**Problem requirements**
When a line in the listing below contains the word "wrist", return a copy of that line.

**Data provided**
%%

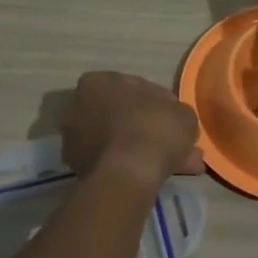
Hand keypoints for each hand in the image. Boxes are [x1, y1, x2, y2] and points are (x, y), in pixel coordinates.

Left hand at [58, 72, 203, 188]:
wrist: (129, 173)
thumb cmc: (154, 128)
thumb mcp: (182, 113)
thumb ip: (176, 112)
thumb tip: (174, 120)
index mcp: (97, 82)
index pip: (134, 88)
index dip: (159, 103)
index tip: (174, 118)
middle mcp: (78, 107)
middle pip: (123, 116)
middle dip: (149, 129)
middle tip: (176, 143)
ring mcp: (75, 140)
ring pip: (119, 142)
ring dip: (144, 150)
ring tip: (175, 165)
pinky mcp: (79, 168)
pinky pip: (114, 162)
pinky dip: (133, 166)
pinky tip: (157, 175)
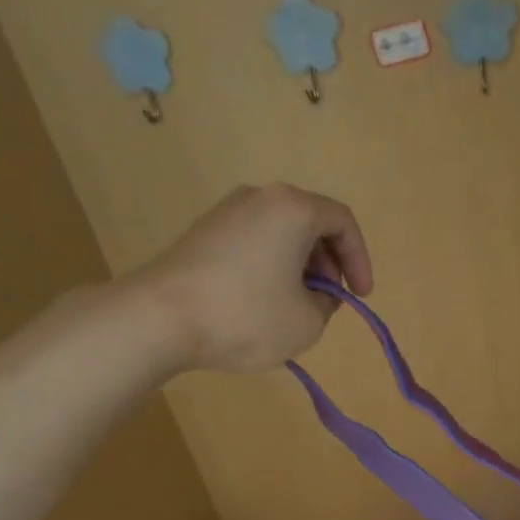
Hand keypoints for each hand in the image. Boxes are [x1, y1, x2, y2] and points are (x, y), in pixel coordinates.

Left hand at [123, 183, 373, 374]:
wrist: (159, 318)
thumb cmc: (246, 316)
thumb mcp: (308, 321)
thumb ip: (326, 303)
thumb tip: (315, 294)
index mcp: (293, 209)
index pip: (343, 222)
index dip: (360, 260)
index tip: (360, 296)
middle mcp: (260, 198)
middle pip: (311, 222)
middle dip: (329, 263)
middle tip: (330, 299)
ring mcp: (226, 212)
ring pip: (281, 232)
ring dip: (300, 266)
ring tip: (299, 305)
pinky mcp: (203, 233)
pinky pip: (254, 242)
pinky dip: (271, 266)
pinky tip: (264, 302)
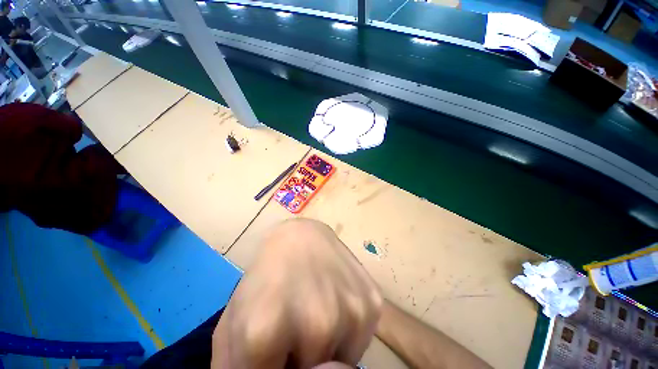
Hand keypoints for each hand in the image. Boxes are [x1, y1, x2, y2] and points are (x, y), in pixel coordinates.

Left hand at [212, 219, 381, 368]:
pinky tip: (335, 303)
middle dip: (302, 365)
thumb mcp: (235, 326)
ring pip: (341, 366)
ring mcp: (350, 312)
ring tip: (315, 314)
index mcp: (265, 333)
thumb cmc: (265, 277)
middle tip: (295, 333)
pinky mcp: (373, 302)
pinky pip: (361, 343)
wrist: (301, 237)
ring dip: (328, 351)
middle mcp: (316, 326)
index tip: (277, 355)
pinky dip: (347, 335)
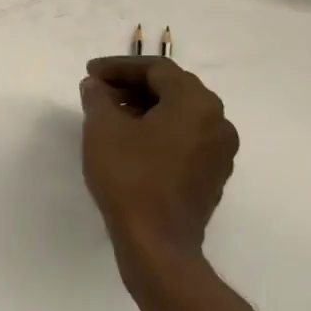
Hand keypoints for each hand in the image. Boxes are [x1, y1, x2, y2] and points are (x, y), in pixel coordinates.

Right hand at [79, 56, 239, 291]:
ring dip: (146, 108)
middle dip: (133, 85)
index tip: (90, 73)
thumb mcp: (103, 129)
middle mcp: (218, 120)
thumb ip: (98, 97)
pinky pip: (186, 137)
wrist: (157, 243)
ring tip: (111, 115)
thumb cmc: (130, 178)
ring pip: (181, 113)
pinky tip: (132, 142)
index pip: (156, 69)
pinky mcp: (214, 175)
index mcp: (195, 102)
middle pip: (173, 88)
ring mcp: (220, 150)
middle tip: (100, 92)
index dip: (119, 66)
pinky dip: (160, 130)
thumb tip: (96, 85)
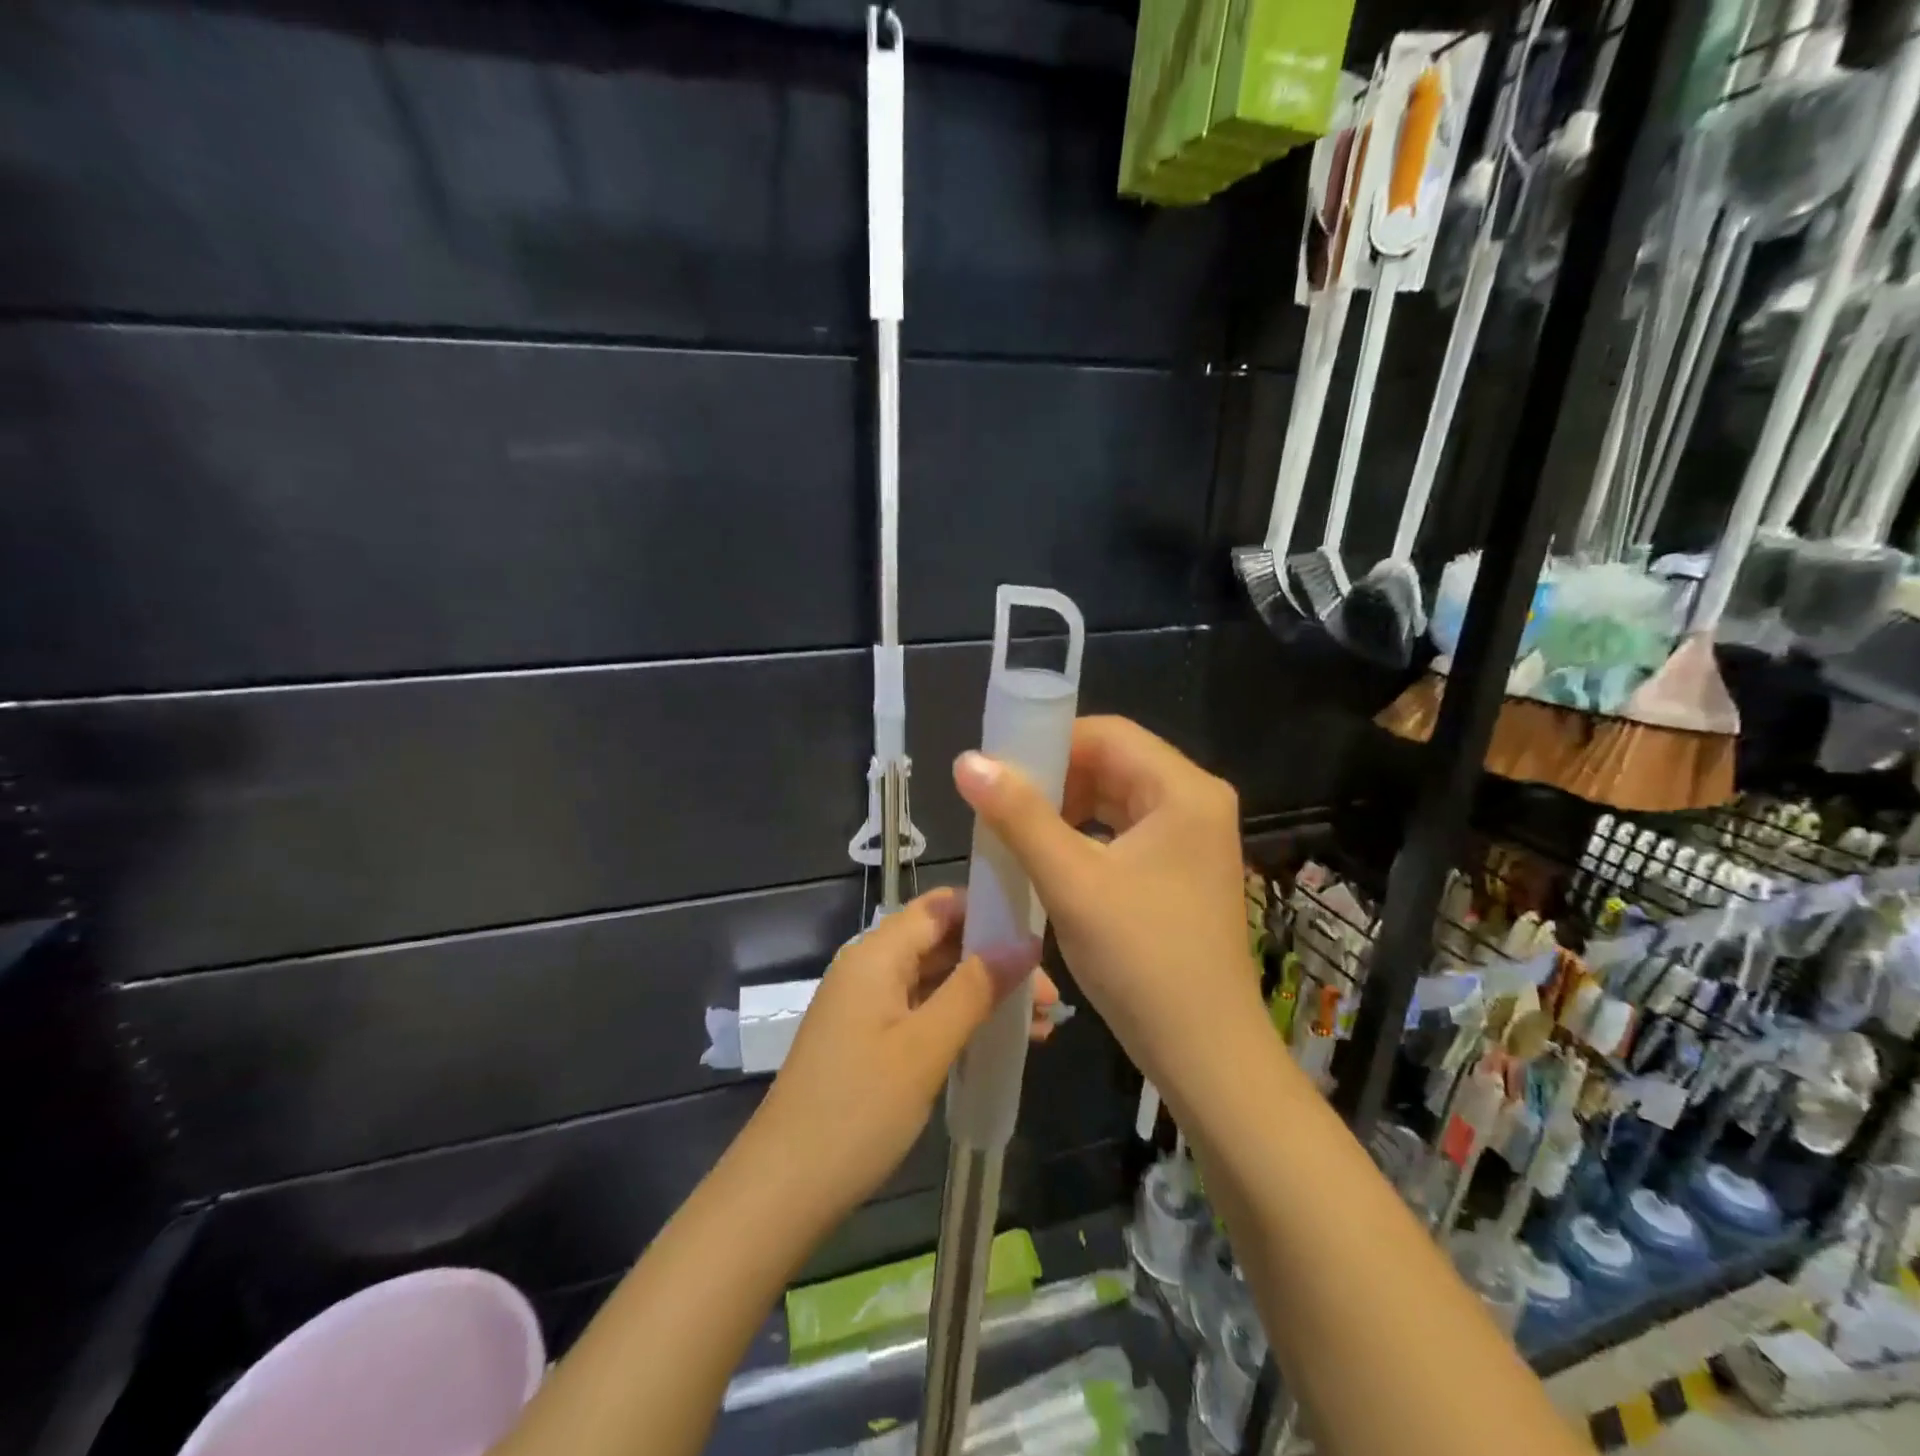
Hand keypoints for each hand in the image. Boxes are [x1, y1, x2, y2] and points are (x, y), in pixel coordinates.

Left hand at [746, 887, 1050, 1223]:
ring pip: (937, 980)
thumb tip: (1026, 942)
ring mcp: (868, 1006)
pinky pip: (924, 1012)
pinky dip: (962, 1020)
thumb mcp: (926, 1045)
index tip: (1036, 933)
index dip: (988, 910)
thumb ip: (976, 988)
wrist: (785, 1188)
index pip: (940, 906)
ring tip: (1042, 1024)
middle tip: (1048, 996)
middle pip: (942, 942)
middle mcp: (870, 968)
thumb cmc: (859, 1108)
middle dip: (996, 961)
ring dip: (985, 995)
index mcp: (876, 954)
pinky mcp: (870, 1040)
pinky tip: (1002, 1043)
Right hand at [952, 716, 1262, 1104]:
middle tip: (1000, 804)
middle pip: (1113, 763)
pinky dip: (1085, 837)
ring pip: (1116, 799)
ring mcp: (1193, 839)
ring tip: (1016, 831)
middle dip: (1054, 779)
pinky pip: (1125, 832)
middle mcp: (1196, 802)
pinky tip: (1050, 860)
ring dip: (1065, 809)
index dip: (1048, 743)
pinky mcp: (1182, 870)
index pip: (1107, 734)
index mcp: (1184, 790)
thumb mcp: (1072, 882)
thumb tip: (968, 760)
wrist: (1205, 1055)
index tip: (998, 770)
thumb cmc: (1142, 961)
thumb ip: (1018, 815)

%%
%%

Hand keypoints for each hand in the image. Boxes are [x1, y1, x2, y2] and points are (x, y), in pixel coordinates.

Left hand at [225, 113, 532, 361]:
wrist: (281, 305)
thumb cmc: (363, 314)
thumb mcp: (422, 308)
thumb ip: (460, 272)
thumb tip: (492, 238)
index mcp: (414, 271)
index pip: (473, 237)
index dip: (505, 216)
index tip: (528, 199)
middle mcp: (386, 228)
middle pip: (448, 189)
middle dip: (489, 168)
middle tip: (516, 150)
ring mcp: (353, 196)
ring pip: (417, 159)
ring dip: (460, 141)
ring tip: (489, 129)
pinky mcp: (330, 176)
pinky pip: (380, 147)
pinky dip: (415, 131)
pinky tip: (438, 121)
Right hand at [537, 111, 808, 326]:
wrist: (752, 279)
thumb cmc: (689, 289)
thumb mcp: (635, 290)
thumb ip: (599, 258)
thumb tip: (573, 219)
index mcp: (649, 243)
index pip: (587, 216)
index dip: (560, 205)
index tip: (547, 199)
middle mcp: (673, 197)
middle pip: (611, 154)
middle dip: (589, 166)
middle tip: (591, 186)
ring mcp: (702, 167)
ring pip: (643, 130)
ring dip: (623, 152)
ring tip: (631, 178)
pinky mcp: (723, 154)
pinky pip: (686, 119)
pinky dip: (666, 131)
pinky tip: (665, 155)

%%

**Answer section**
wrist: (129, 173)
wrist: (159, 318)
wrist: (301, 237)
wrist: (157, 243)
wrist: (785, 1188)
wrist: (1205, 1055)
wrist: (281, 305)
wrist: (752, 279)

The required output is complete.